[Exercise requirements]: Search the data for "glyphs". Return each matching line.

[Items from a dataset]
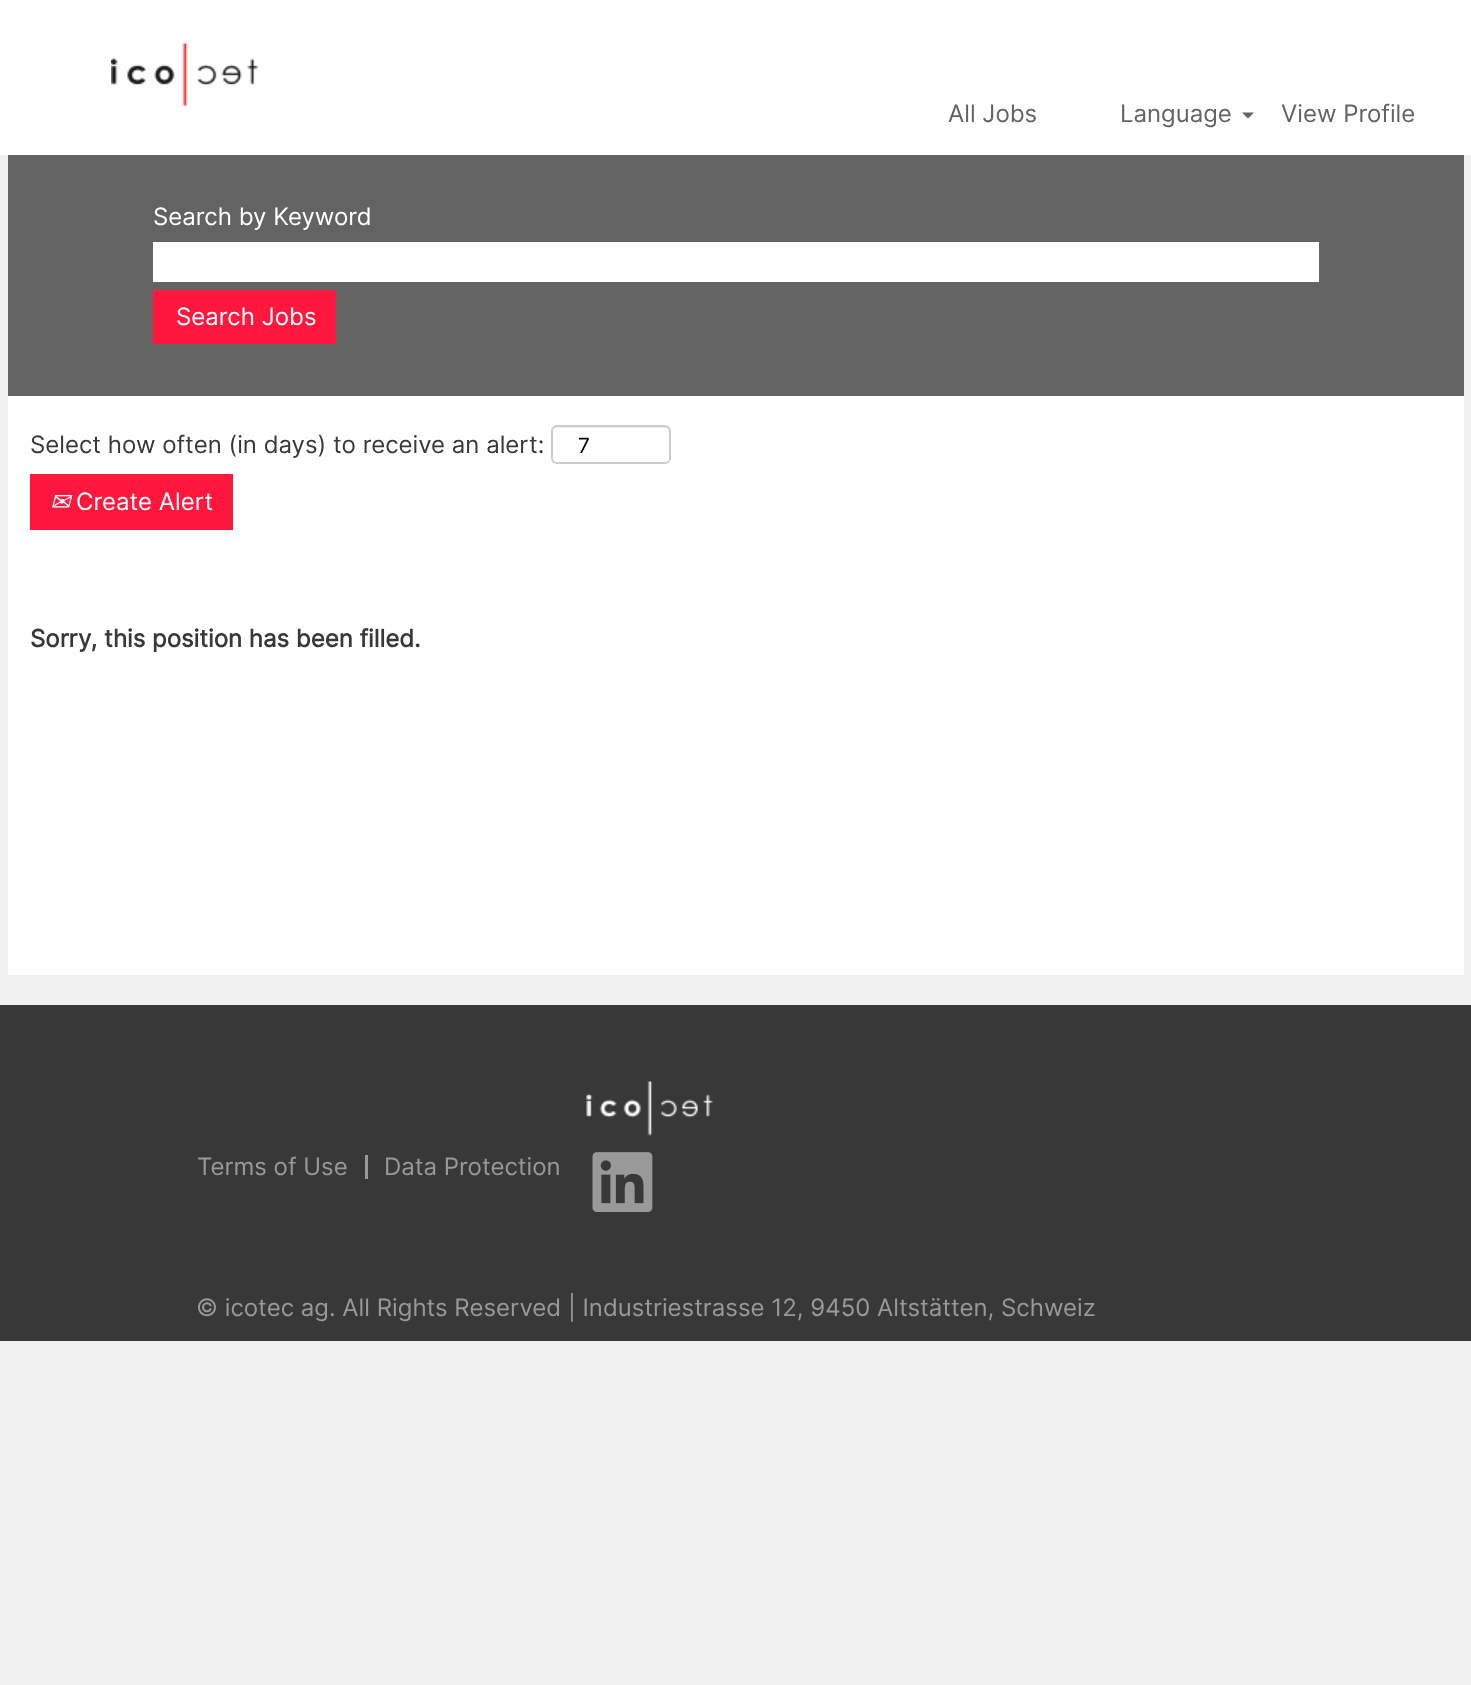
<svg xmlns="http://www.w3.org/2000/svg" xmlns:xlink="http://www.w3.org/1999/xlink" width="1471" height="1685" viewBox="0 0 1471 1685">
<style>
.cls-1{font:24px Inter;fill:#646363}
.cls-2{font:24px Inter;fill:#ffffff}
.cls-3{font:24px Inter;fill:#383838}
.cls-4{font:21px Inter;fill:#000000}
.cls-5{font:italic 24px DejaVu Sans;fill:#ffffff}
.cls-6{font:bold 24px Inter;fill:#383838}
.cls-7{font:24px Inter;fill:#999999}
</style>
<rect width="100%" height="100%" fill="#f0f0f0"/>
<rect fill="#ffffff" x="0" y="0" width="1471" height="155"/>
<image xlink:href="image0.png" x="111" y="43" width="147" height="64"/>
<path fill="#646363" d="M1242 112.5H1254L1248 118.5Z"/>
<rect fill="#ffffff" x="8" y="396" width="1456" height="579"/>
<rect fill="#646363" x="8" y="155" width="1456" height="241"/>
<rect fill="#ffffff" x="153" y="242" width="1166" height="40"/>
<rect fill="#ff173d" x="153" y="290" width="183" height="54"/>
<path fill="#ececec" d="M556 428H664C667 428 669 430 669 432C669 421 651 426 646 426H575C570 426 552 421 552 432C552 430 554 428 556 428Z"/>
<rect fill="none" stroke="#cccccc" stroke-width="2" x="552" y="426" width="118" height="37" rx="5"/>
<rect fill="#ff173d" x="30" y="474" width="203" height="56"/>
<rect fill="#383838" x="0" y="1005" width="1471" height="336"/>
<image xlink:href="image1.png" x="586" y="1081" width="127" height="55"/>
<rect fill="#999999" x="365" y="1155" width="3" height="24"/>
<image xlink:href="image2.png" x="592" y="1152" width="61" height="60"/>
<text class="cls-1" x="948" y="122">All Jobs</text>
<text class="cls-1" x="1120" y="122">Language</text>
<text class="cls-1" x="1281" y="122">View Profile</text>
<text class="cls-2" x="153" y="225">Search by Keyword</text>
<text class="cls-2" x="176" y="325">Search Jobs</text>
<text class="cls-3" x="30" y="453">Select how often (in days) to receive an alert:</text>
<text class="cls-4" x="578" y="453">7</text>
<text class="cls-5" x="50" y="510">✉</text>
<text class="cls-2" x="76" y="510">Create Alert</text>
<text class="cls-6" x="30" y="647">Sorry, this position has been filled.</text>
<text class="cls-7" x="197" y="1175">Terms of Use</text>
<text class="cls-7" x="384" y="1175">Data Protection</text>
<text class="cls-7" x="196" y="1316">© icotec ag. All Rights Reserved | Industriestrasse 12, 9450 Altstätten, Schweiz</text>
</svg>
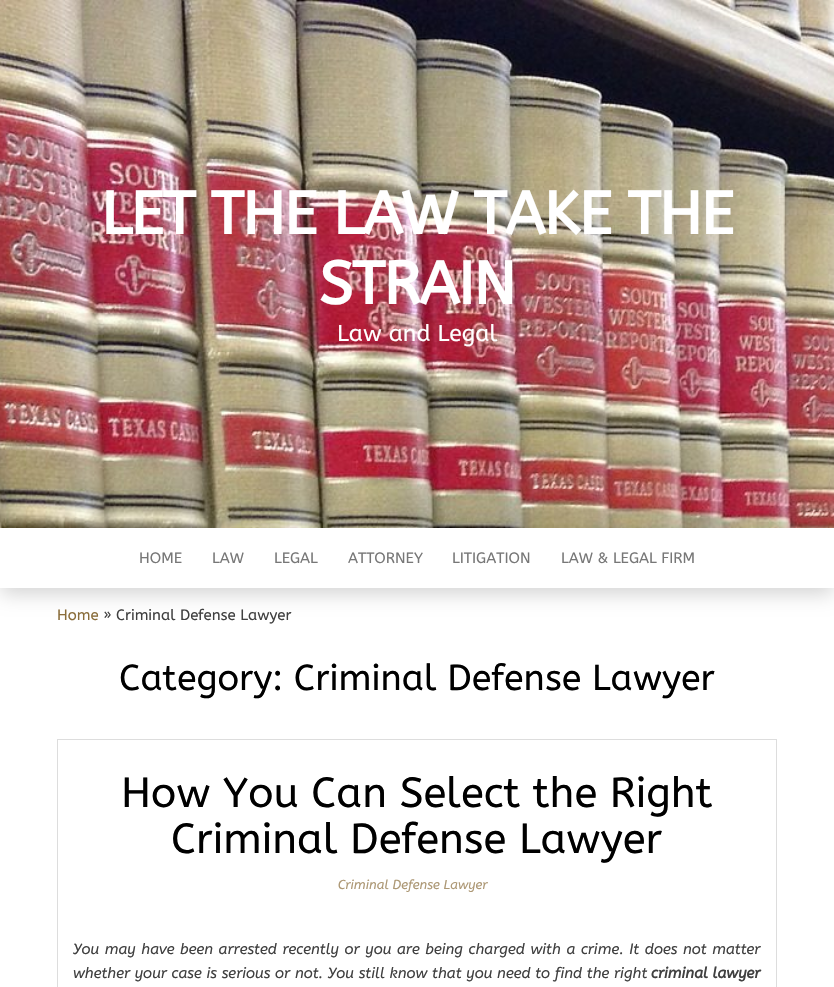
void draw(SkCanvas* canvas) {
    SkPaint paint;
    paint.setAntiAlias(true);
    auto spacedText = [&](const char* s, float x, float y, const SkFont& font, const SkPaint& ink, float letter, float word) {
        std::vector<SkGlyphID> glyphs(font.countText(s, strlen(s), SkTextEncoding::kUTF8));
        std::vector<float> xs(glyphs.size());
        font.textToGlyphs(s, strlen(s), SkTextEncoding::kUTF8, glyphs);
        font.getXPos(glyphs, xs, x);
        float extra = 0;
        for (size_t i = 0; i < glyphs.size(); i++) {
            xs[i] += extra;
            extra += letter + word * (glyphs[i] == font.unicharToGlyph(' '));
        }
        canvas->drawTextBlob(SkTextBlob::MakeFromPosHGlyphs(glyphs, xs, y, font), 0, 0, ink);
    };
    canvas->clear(0xFFFFFFFF);
    canvas->drawImageRect(SkImages::DeferredFromEncodedData(SkData::MakeFromFileName("img1.png")), SkRect::MakeXYWH(0, 0, 834, 528), SkSamplingOptions());
    SkFont font1(fontMgr->matchFamilyStyle("ABeeZee", SkFontStyle::Bold()), 60);
    font1.setSubpixel(true);
    paint.setColor(0xFFFFFFFF);
    spacedText("LET THE LAW TAKE THE", 101, 234, font1, paint, -1.2f, 0);
    spacedText("STRAIN", 319, 304, font1, paint, -1.2f, 0);
    SkFont font2(fontMgr->matchFamilyStyle("ABeeZee", SkFontStyle::Normal()), 23);
    font2.setSubpixel(true);
    canvas->drawString("Law and Legal", 337, 341, font2, paint);
    canvas->save();
    canvas->clipPath(SkPathBuilder(SkPathFillType::kEvenOdd).moveTo(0, 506).lineTo(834, 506).lineTo(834, 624).lineTo(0, 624).close().moveTo(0, 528).lineTo(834, 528).lineTo(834, 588).lineTo(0, 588).close().detach(), true);
    paint.setColor(0x2B000000);
    paint.setMaskFilter(SkMaskFilter::MakeBlur(kNormal_SkBlurStyle, 9.5f));
    canvas->drawRect(SkRect::MakeXYWH(1, 536, 832, 58), paint);
    paint.setMaskFilter(nullptr);
    canvas->restore();
    SkFont font3(fontMgr->matchFamilyStyle("ABeeZee", SkFontStyle::Normal()), 15);
    font3.setSubpixel(true);
    paint.setColor(0xFF777777);
    canvas->drawString("HOME", 139, 563, font3, paint);
    canvas->drawString("LAW", 212, 563, font3, paint);
    canvas->drawString("LEGAL", 274, 563, font3, paint);
    canvas->drawString("ATTORNEY", 348, 563, font3, paint);
    canvas->drawString("LITIGATION", 452, 563, font3, paint);
    canvas->drawString("LAW & LEGAL FIRM", 561, 563, font3, paint);
    paint.setColor(0xFF8A6D3B);
    canvas->drawString("Home", 57, 620, font3, paint);
    paint.setColor(0xFF404040);
    canvas->drawString("» Criminal Defense Lawyer", 103, 620, font3, paint);
    SkFont font4(fontMgr->matchFamilyStyle("ABeeZee", SkFontStyle::Normal()), 36);
    font4.setSubpixel(true);
    paint.setColor(0xFF000000);
    canvas->drawString("Category: Criminal Defense Lawyer", 119, 690, font4, paint);
    paint.setStyle(SkPaint::kStroke_Style);
    paint.setStrokeWidth(1);
    paint.setColor(0xFFDDDDDD);
    canvas->drawRect(SkRect::MakeXYWH(57.5f, 739.5f, 719, 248), paint);
    SkFont font5(fontMgr->matchFamilyStyle("ABeeZee", SkFontStyle::Normal()), 42);
    font5.setSubpixel(true);
    paint.setStyle(SkPaint::kFill_Style);
    paint.setColor(0xFF000000);
    canvas->drawString("How You Can Select the Right", 121, 807, font5, paint);
    canvas->drawString("Criminal Defense Lawyer", 171, 853, font5, paint);
    SkFont font6(fontMgr->matchFamilyStyle("ABeeZee", SkFontStyle::Italic()), 13);
    font6.setSubpixel(true);
    paint.setColor(0xFFAD9875);
    canvas->drawString("Criminal Defense Lawyer", 338, 889, font6, paint);
    SkFont font7(fontMgr->matchFamilyStyle("ABeeZee", SkFontStyle::Italic()), 15);
    font7.setSubpixel(true);
    paint.setColor(0xFF404040);
    spacedText("You may have been arrested recently or you are being charged with a crime. It does not matter", 73, 954, font7, paint, 0, 1.1f);
    spacedText("whether your case is serious or not. You still know that you need to find the right", 73, 978, font7, paint, 0, 0.2f);
    SkFont font8(fontMgr->matchFamilyStyle("ABeeZee", SkFontStyle::BoldItalic()), 15);
    font8.setSubpixel(true);
    canvas->drawString("criminal lawyer", 651, 978, font8, paint);
}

[Output for this exercise]:
        std::vector<SkGlyphID> glyphs(font.countText(s, strlen(s), SkTextEncoding::kUTF8));
        std::vector<float> xs(glyphs.size());
        font.textToGlyphs(s, strlen(s), SkTextEncoding::kUTF8, glyphs);
        font.getXPos(glyphs, xs, x);
        for (size_t i = 0; i < glyphs.size(); i++) {
            extra += letter + word * (glyphs[i] == font.unicharToGlyph(' '));
        canvas->drawTextBlob(SkTextBlob::MakeFromPosHGlyphs(glyphs, xs, y, font), 0, 0, ink);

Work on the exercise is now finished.